Problem statement
Note each line in the data below that holds "Right", and copy it.
+ + + +
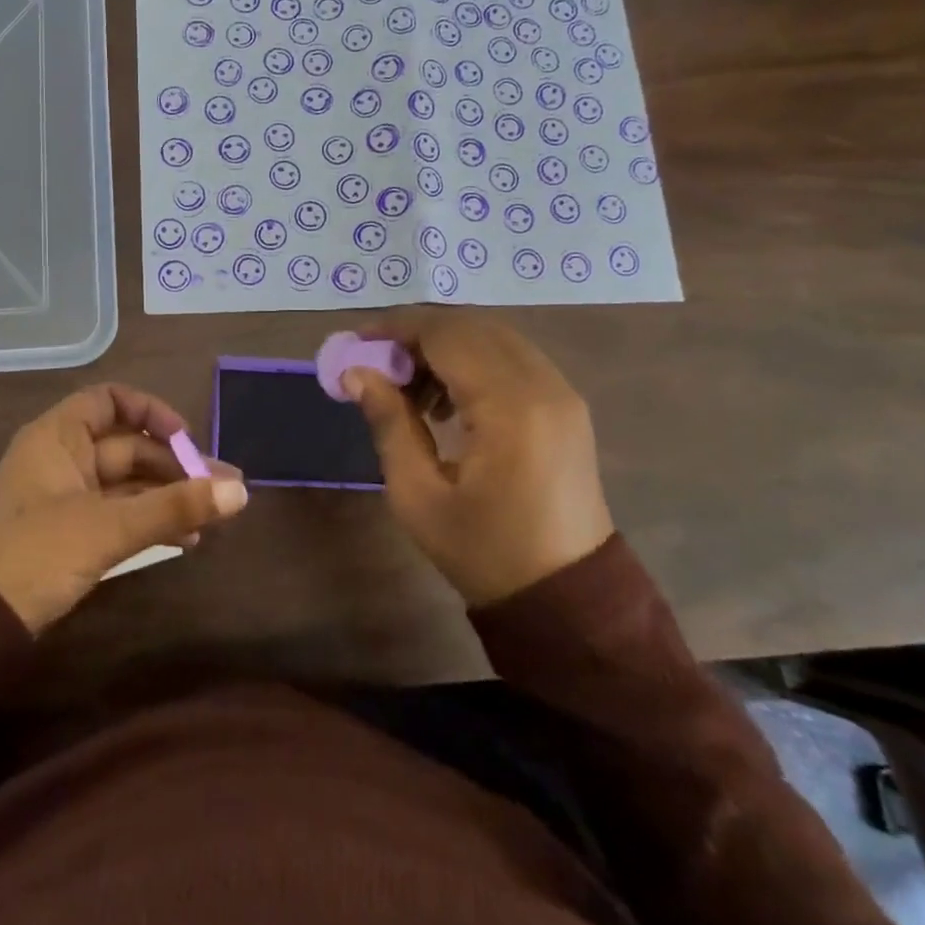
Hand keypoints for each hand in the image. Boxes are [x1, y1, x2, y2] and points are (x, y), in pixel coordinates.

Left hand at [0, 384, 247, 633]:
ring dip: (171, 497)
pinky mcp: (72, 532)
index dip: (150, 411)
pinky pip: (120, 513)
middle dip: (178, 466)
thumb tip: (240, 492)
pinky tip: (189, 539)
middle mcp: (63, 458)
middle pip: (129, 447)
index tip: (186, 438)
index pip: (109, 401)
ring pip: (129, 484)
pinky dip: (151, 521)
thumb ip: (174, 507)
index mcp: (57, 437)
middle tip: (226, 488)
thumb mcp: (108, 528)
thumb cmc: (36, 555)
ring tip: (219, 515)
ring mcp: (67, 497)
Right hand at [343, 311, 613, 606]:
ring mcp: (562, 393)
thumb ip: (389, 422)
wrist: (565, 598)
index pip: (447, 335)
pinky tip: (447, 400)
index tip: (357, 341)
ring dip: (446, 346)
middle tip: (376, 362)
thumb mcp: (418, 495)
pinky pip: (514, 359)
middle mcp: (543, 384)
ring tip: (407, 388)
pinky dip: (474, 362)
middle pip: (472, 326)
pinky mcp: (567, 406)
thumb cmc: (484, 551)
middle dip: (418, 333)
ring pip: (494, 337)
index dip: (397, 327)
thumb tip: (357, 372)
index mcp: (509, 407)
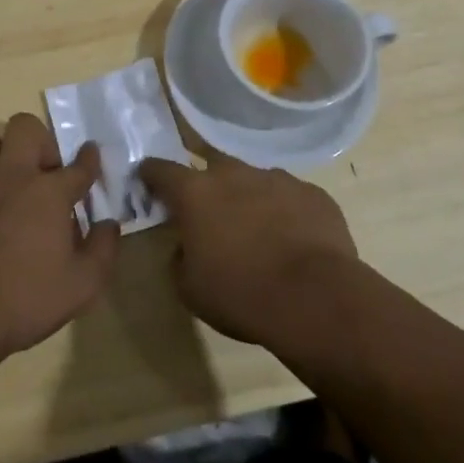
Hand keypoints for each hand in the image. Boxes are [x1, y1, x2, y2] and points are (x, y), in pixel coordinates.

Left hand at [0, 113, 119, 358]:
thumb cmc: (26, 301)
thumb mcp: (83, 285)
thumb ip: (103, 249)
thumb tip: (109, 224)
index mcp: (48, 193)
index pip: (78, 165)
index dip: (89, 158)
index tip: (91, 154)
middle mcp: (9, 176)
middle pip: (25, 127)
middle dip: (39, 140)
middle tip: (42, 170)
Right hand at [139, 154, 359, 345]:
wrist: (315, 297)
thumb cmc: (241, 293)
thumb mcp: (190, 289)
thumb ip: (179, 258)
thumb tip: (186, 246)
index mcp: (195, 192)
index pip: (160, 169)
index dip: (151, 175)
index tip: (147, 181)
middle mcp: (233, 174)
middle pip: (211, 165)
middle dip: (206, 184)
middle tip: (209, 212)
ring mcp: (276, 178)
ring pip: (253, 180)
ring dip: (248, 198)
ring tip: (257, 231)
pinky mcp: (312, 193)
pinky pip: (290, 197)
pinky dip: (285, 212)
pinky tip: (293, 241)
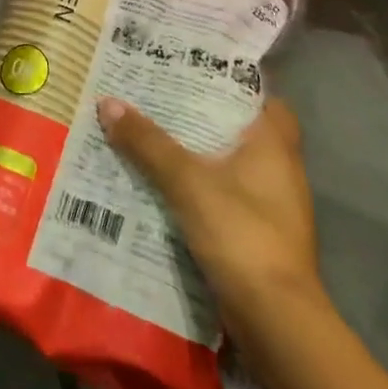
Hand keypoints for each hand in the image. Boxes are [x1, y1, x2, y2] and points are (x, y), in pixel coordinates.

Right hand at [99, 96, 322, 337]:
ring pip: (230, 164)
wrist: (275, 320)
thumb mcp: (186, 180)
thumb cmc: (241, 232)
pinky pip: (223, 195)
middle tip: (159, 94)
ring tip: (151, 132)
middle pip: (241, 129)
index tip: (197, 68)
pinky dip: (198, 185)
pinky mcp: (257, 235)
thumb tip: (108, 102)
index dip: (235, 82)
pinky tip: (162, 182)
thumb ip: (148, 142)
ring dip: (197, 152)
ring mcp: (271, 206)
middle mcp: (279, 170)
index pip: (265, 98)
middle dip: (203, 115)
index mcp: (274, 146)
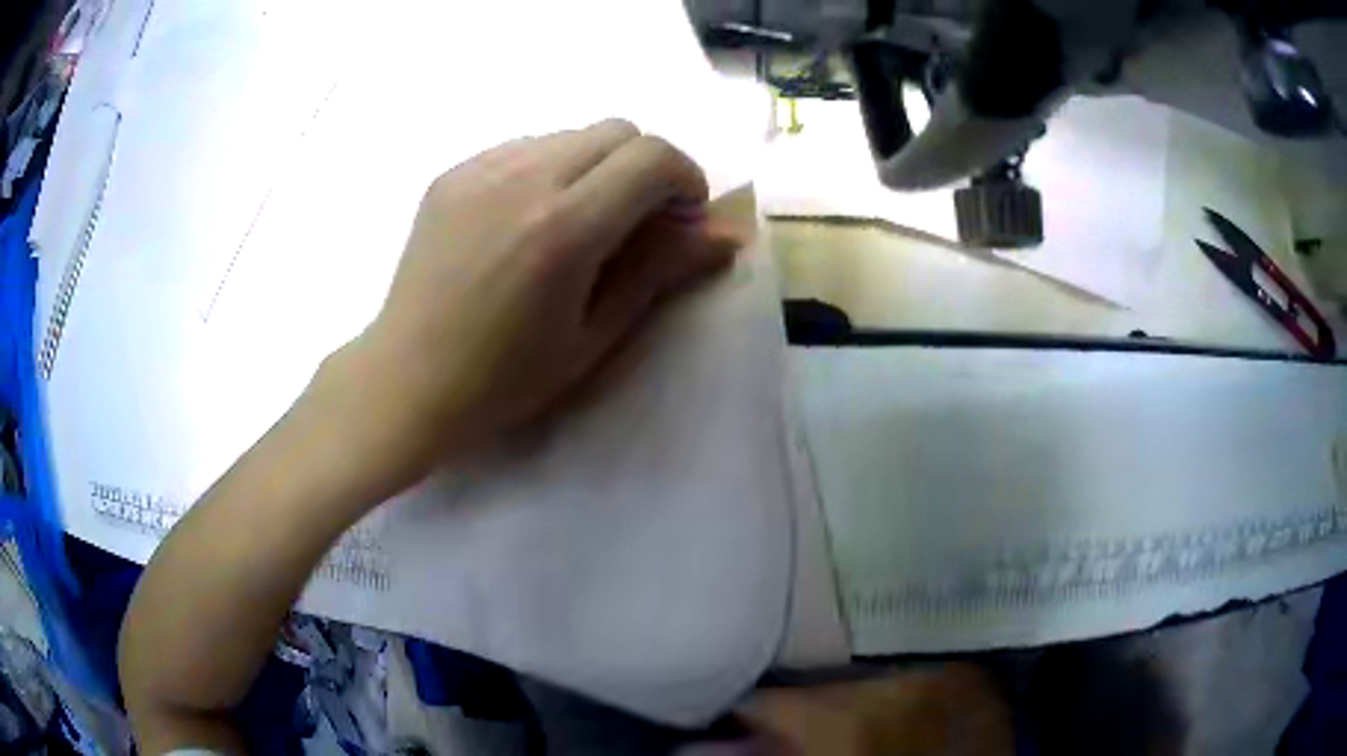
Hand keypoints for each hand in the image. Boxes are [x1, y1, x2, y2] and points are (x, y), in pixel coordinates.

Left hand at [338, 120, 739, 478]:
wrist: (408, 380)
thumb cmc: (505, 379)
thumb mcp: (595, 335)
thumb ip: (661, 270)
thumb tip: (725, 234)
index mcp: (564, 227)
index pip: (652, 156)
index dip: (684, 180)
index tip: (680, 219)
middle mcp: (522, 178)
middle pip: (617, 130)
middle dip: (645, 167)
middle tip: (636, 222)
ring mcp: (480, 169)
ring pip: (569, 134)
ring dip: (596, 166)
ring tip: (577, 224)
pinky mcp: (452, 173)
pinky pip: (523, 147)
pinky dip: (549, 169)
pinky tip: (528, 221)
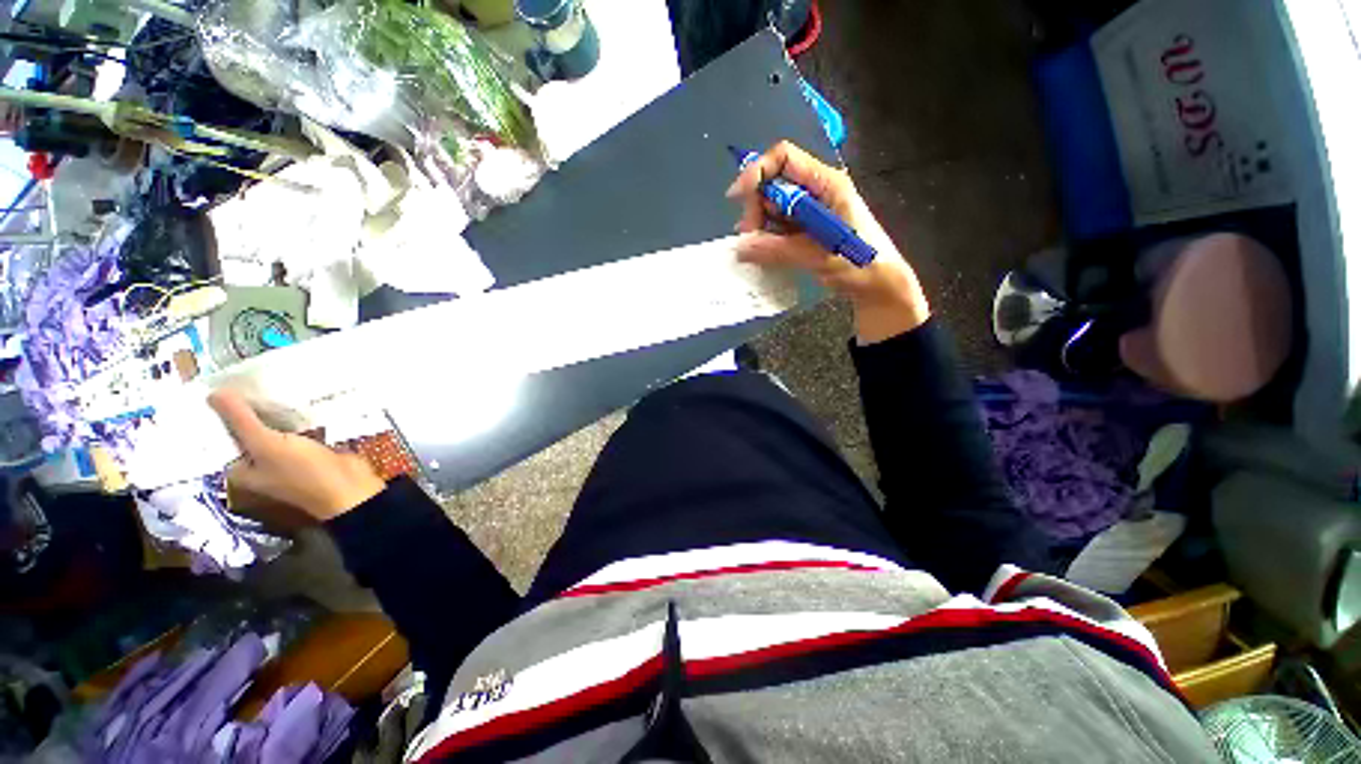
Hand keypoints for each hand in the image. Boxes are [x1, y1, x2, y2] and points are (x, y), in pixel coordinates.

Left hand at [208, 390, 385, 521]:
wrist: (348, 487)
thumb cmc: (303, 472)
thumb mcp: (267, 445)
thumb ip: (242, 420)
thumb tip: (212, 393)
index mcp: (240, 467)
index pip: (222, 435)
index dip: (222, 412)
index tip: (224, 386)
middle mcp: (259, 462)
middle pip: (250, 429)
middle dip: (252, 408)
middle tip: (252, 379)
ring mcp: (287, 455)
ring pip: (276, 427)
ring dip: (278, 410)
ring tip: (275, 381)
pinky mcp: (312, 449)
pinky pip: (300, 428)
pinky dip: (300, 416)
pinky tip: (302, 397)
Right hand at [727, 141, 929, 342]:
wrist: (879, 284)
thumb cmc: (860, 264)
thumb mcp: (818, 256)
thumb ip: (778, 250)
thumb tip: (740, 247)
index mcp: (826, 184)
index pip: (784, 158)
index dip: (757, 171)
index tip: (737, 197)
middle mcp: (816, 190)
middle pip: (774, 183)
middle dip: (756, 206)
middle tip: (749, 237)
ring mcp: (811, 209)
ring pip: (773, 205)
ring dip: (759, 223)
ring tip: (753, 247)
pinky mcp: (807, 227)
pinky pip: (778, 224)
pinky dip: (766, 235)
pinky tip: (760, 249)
+ + + +
Solution for this problem
Right hand at [343, 311, 613, 606]:
Right hand at [139, 154, 359, 345]:
Right hand at [99, 96, 322, 337]:
Right hand at [727, 141, 929, 342]:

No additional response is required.